Chesterfield Canal
The Chesterfield Canal Trust has been awarded £5.3m as its share of the Staveley Town Deal which is part of the Government’s Levelling Up agenda. Preparatory work – such as appointing staff, obtaining permissions and preparing tenders – is currently underway with the first actual construction being the new Trans-Pennine Trail bridge at Lowgates towards the end of 2023. The bulk of the construction will take place in 2024. This will include a new lock, another new bridge, a syphon pipe, the restoration of about 900m of canal across the reconstructed Staveley Puddlebank, and about 2.6km of new multiuser towpath. If funding allows, it is hoped that work will also take place on the foundations for the new Doe Lea Aqueduct. The trust has been awarded £91,000 by Chesterfield Borough Council from its Community Infrastructure Levy fund for the design of this aqueduct.

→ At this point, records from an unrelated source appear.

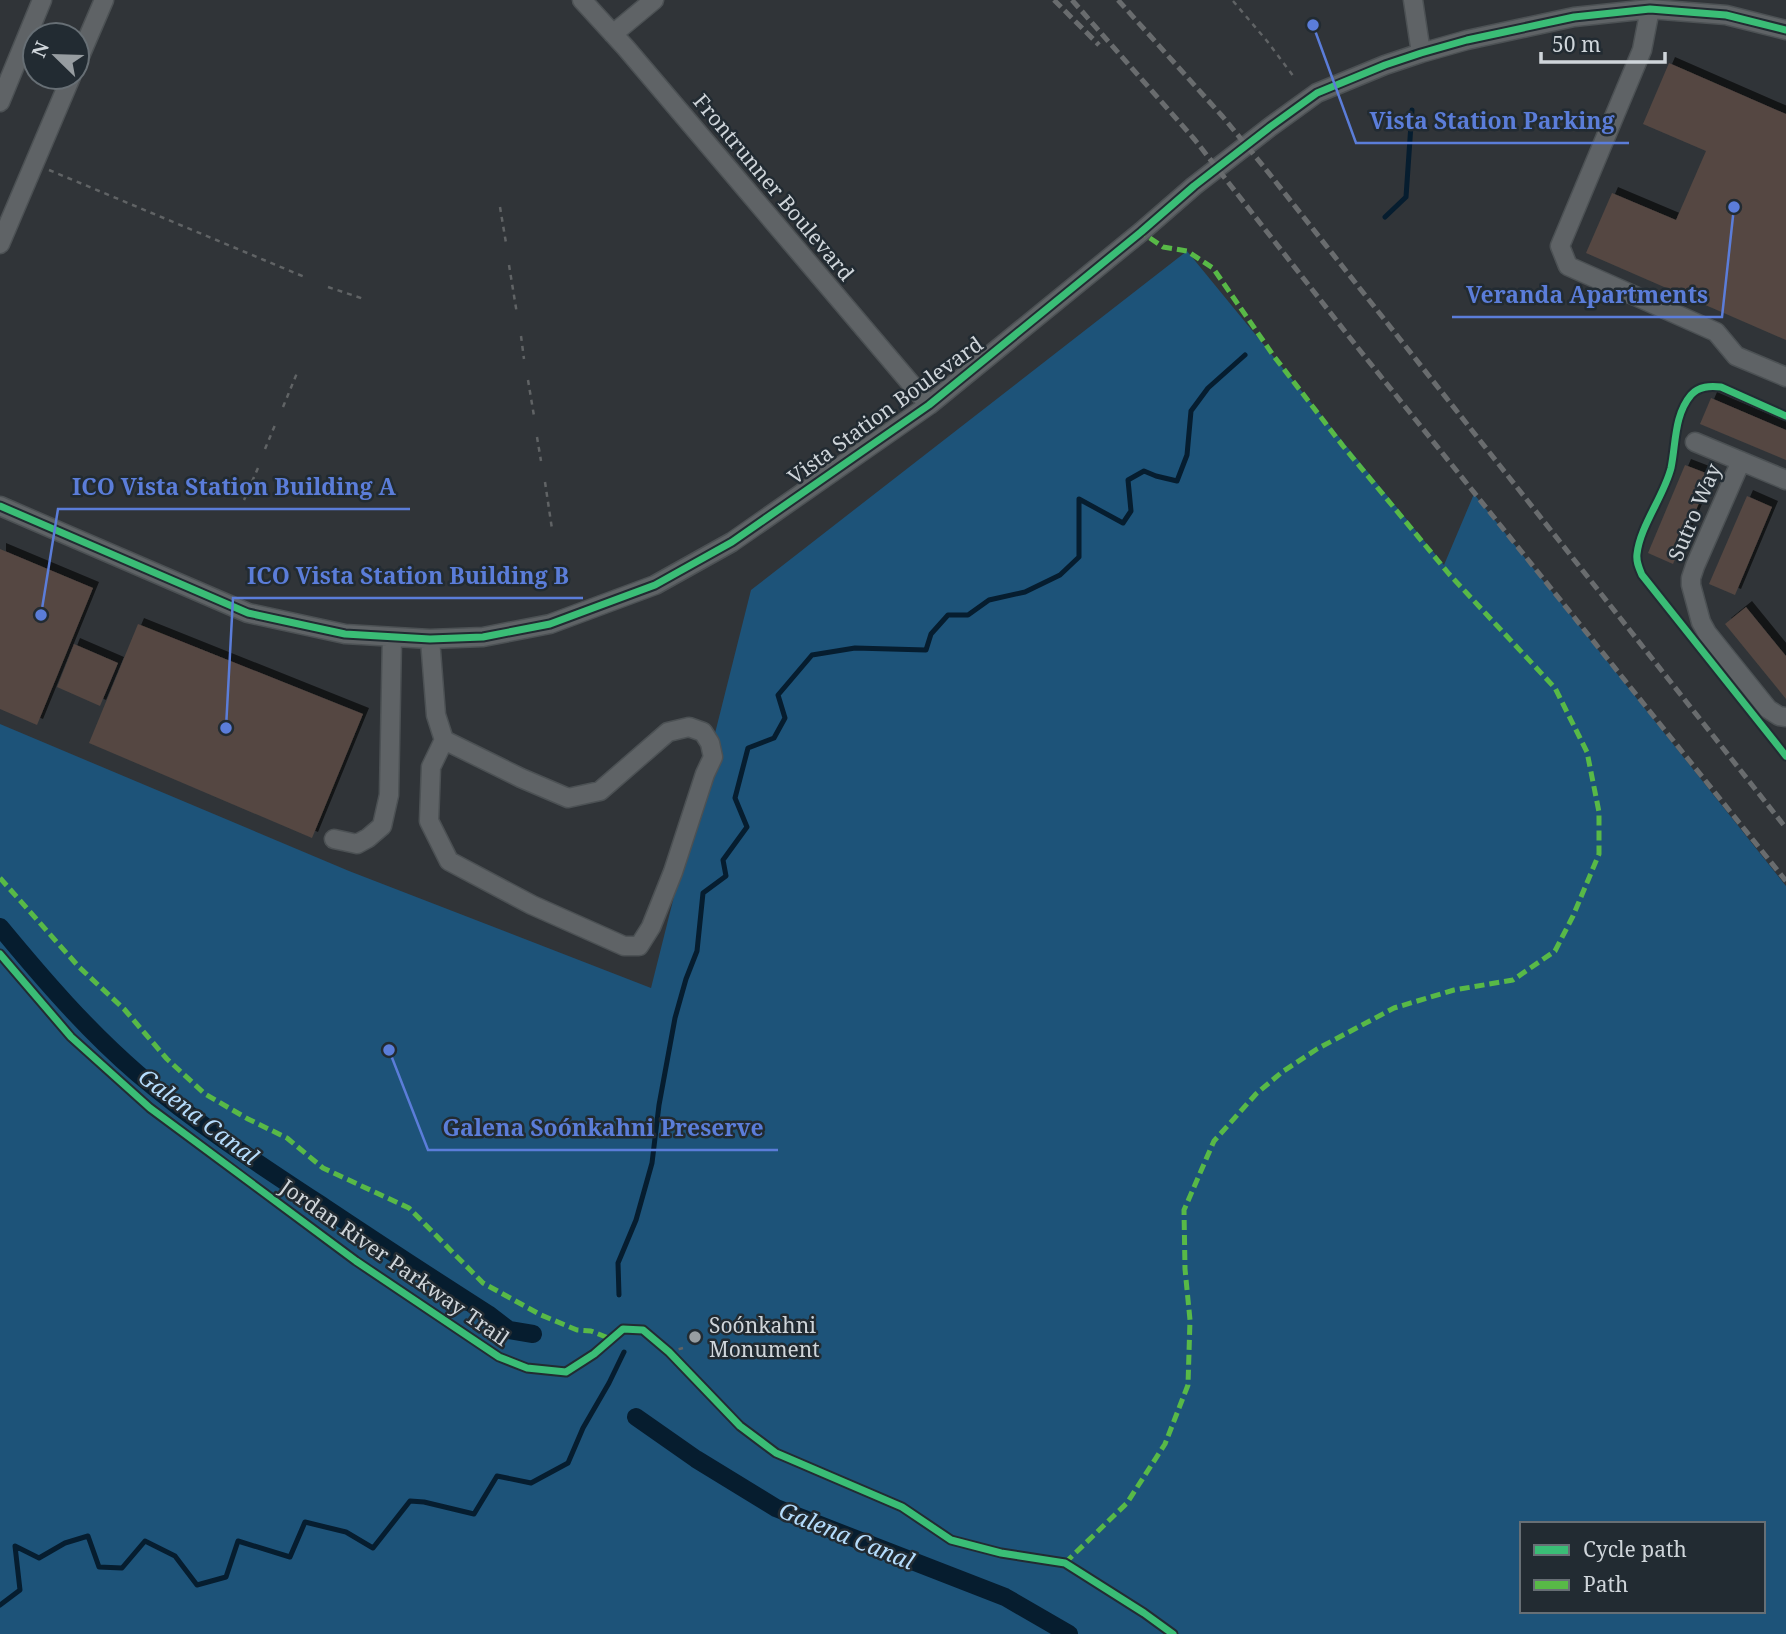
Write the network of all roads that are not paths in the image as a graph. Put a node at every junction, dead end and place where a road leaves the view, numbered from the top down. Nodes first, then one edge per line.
1 (42, 0) edge
2 (104, 0) edge
3 (582, 0) edge
4 (654, 0) edge
5 (1413, 0) edge
6 (1650, 9) junction
7 (91, 30) edge
8 (1786, 30) edge
9 (613, 34) junction
10 (1421, 53) junction
11 (65, 91) edge
12 (0, 102) edge
13 (0, 244) edge
14 (1786, 377) edge
15 (929, 405) junction
16 (1695, 442) dead end
17 (1741, 461) junction
18 (1786, 480) edge
19 (0, 506) edge
20 (392, 637) junction
21 (430, 639) junction
22 (1786, 717) edge
23 (444, 740) junction
24 (334, 839) dead end

1 - 12 street
2 - 7 street
3 - 9 street, Frontrunner Boulevard
4 - 9 street
5 - 10 street
6 - 8 street, Vista Station Boulevard
6 - 10 street, Vista Station Boulevard
6 - 14 street
9 - 15 street, Frontrunner Boulevard
10 - 15 street, Vista Station Boulevard
11 - 13 street
15 - 21 street, Vista Station Boulevard
16 - 17 street
17 - 18 street
17 - 22 street, Sutro Way
19 - 20 street, Vista Station Boulevard
20 - 21 street, Vista Station Boulevard
20 - 24 street
21 - 23 street
23 - 23 street

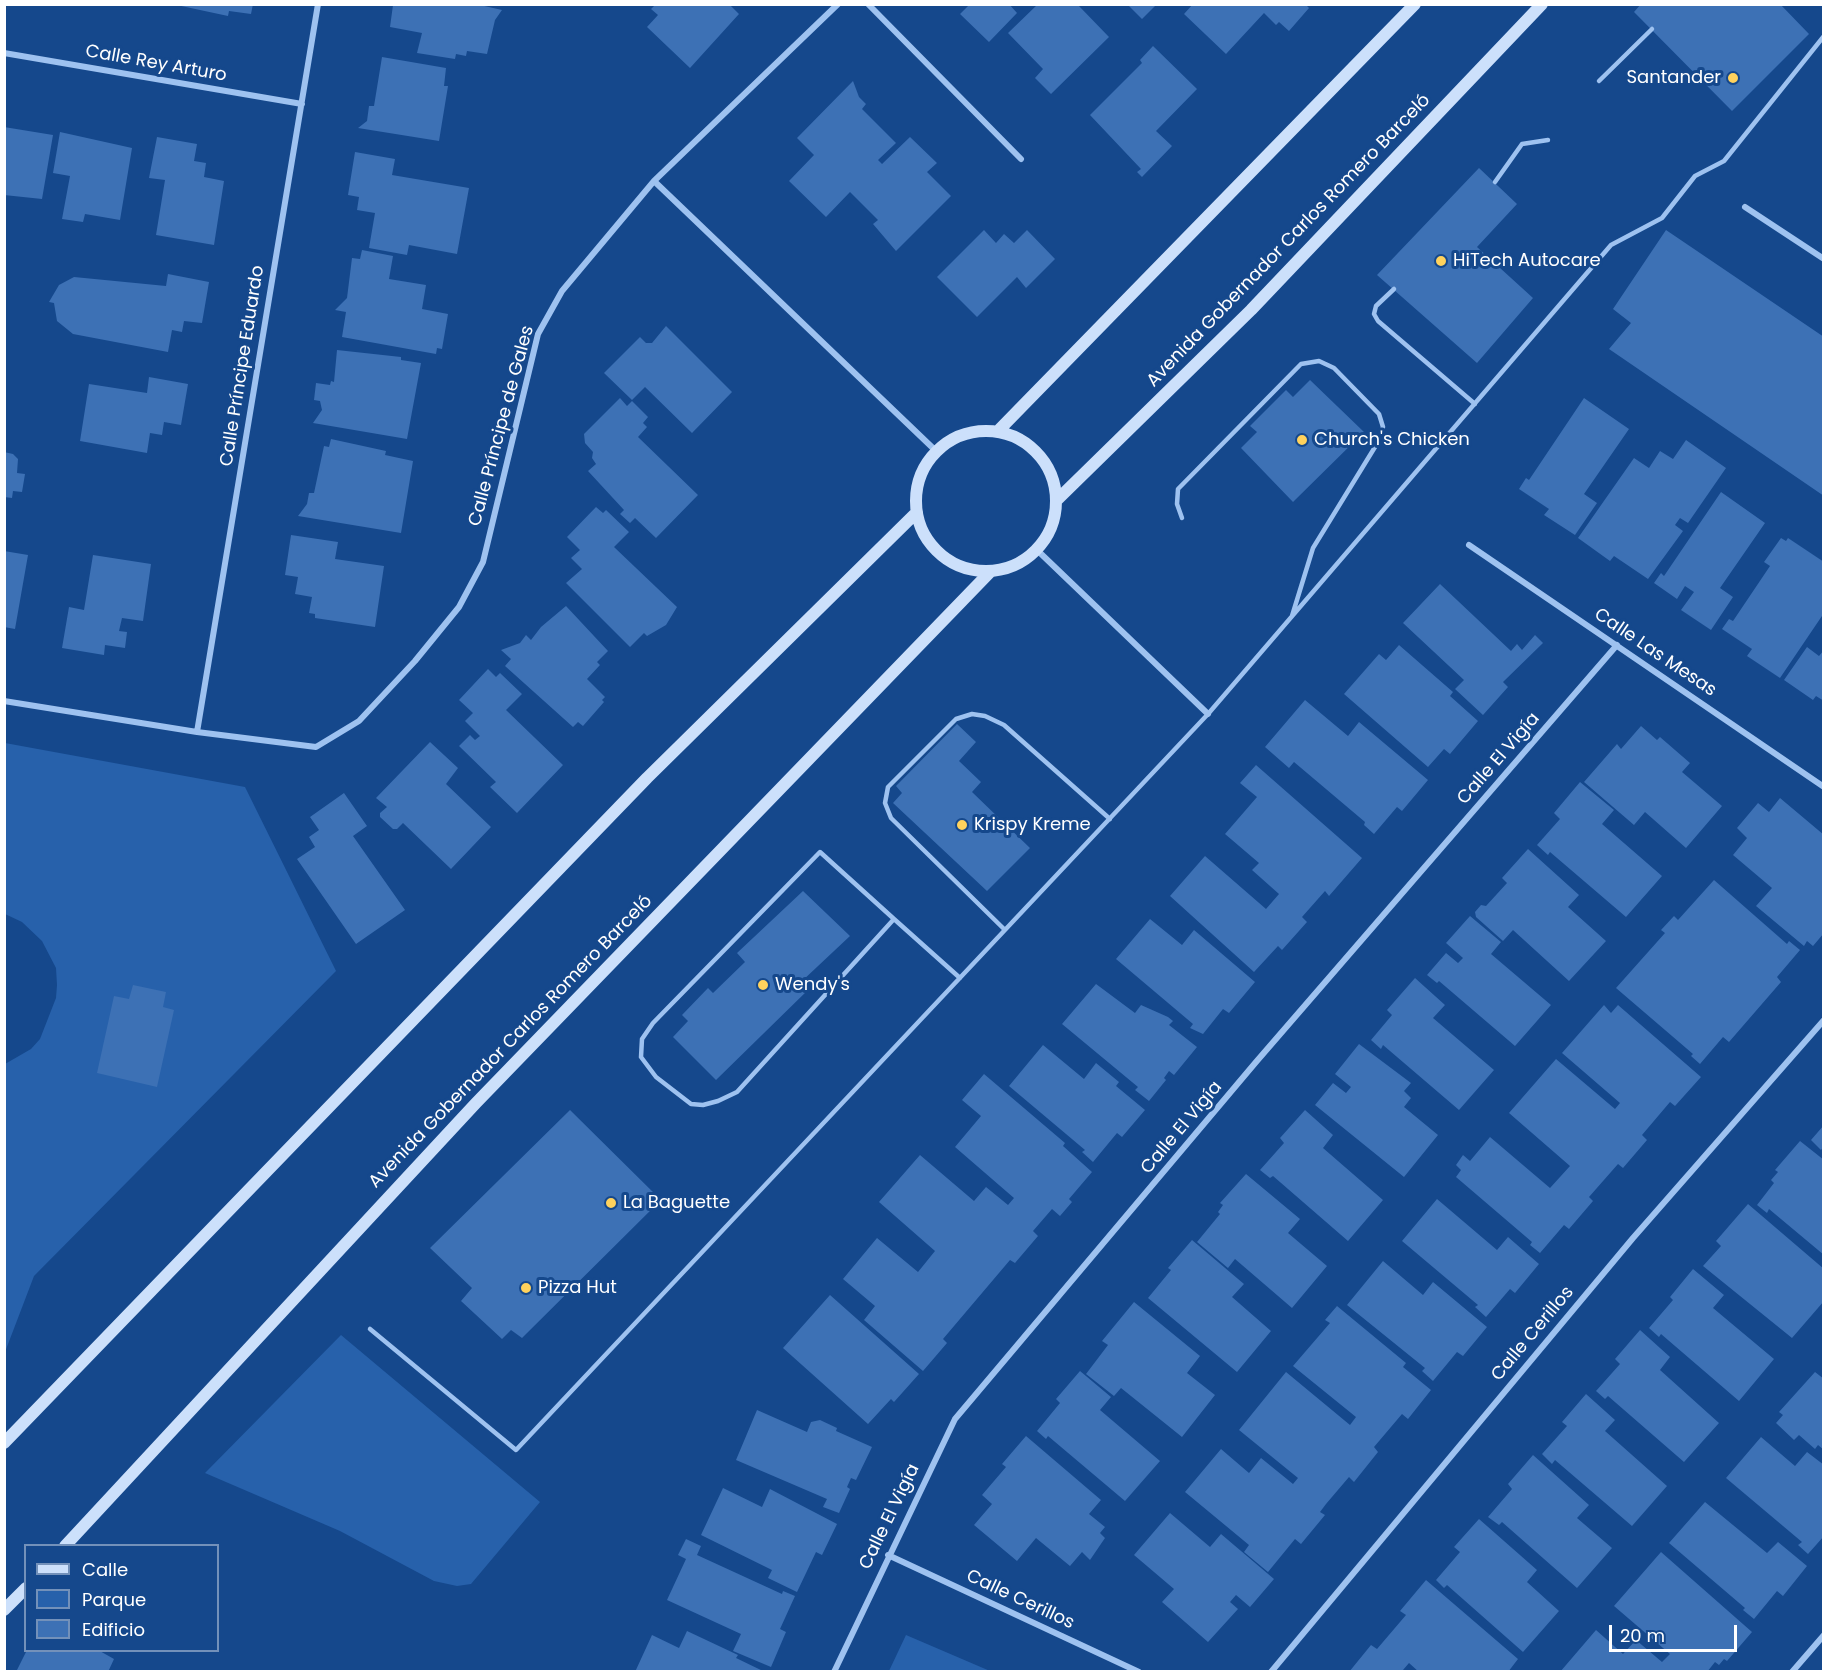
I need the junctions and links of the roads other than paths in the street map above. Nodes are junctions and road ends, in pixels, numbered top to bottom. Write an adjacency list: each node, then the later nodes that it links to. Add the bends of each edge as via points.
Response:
1 (318, 4): 10 (street, Calle Príncipe Eduardo)
2 (838, 4): 13 (street, Calle Príncipe de Gales)
3 (868, 4): 12 (street)
4 (1415, 4): 19 (main road)
5 (1542, 4): 21 (main road, Avenida Gobernador Carlos Romero Barceló, via 1251,310)
6 (1652, 29): 9 (lane)
7 (1824, 36): 18 (lane, via 1724,161 1695,176 1662,218 1611,245)
8 (4, 53): 10 (street, Calle Rey Arturo)
9 (1599, 81)
10 (302, 104): 31 (street, Calle Príncipe Eduardo)
11 (1548, 140): 14 (lane, via 1522,144)
12 (1021, 159)
13 (654, 181): 20 (street); 31 (street, Calle Príncipe de Gales, via 562,291 538,334 483,562 459,607 415,661 360,721 316,747)
14 (1495, 182)
15 (1745, 207): 16 (street)
16 (1824, 259)
17 (1394, 289): 18 (lane, via 1376,306 1374,314 1378,321)
18 (1475, 404): 27 (lane)
19 (999, 431): 20 (main road, via 985,429 958,435); 21 (main road, via 1036,449 1052,472)
20 (936, 451): 22 (main road, via 920,474)
21 (1058, 499): 25 (main road, via 1052,526)
22 (917, 512): 26 (main road, via 921,529 937,552 960,567); 39 (main road, via 638,787)
23 (1182, 518): 27 (lane, via 1177,504 1178,489 1301,364 1319,362 1334,368 1379,414 1383,427 1375,447 1313,548)
24 (1469, 545): 28 (street, Calle Las Mesas)
25 (1037, 550): 26 (main road, via 1015,566); 30 (street)
26 (991, 571): 40 (main road, Avenida Gobernador Carlos Romero Barceló, via 476,1102)
27 (1291, 618): 30 (lane)
28 (1617, 645): 32 (street, Calle Las Mesas); 41 (street, Calle El Vigía, via 1256,1062 955,1419)
29 (4, 701): 31 (street, Calle Príncipe de Gales)
30 (1208, 714): 33 (lane)
31 (196, 732)
32 (1824, 787)
33 (1110, 819): 35 (lane); 35 (lane, via 1004,725 972,714 956,719 888,786 885,804 891,818)
34 (894, 919): 34 (lane, via 820,852 653,1023 642,1039 641,1058 656,1077 691,1104 703,1105 736,1092); 36 (lane)
35 (1005, 930): 36 (lane)
36 (960, 978): 38 (lane, via 516,1450)
37 (1824, 1020): 47 (street, Calle Cerillos, via 1633,1238)
38 (370, 1329)
39 (4, 1443)
40 (66, 1544)
41 (888, 1555): 45 (street, Calle El Vigía); 46 (street, Calle Cerillos)
42 (24, 1590): 43 (main road)
43 (4, 1610)
44 (1824, 1635): 48 (street)
45 (834, 1671)
46 (1139, 1671)
47 (1271, 1671)
48 (1792, 1671)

The trust’s work party has finished its project at Staveley by cladding the lock tail-bridge. Over the course of 10 years these volunteers have built the 600m-long retaining wall from Mill Green to Staveley Town Basin, the new Staveley Town Lock, the 400m-long Hartington Harbour and the huge Hartington spill weir, as well as digging out the Hartington railway bridge.
The work party’s next major project is at Renishaw. After a superb start with mass vegetation clearance, strongly assisted by many local residents, this has been held up while permissions have been finalised with Derbyshire County Council. It is very much hoped that work can restart early in 2023.
Derbyshire County Council has been awarded £2.2m from the Staveley Town Deal for the first stage of the development of Staveley Town Basin, now renamed Staveley Waterside. This work is expected to start in the summer of 2023.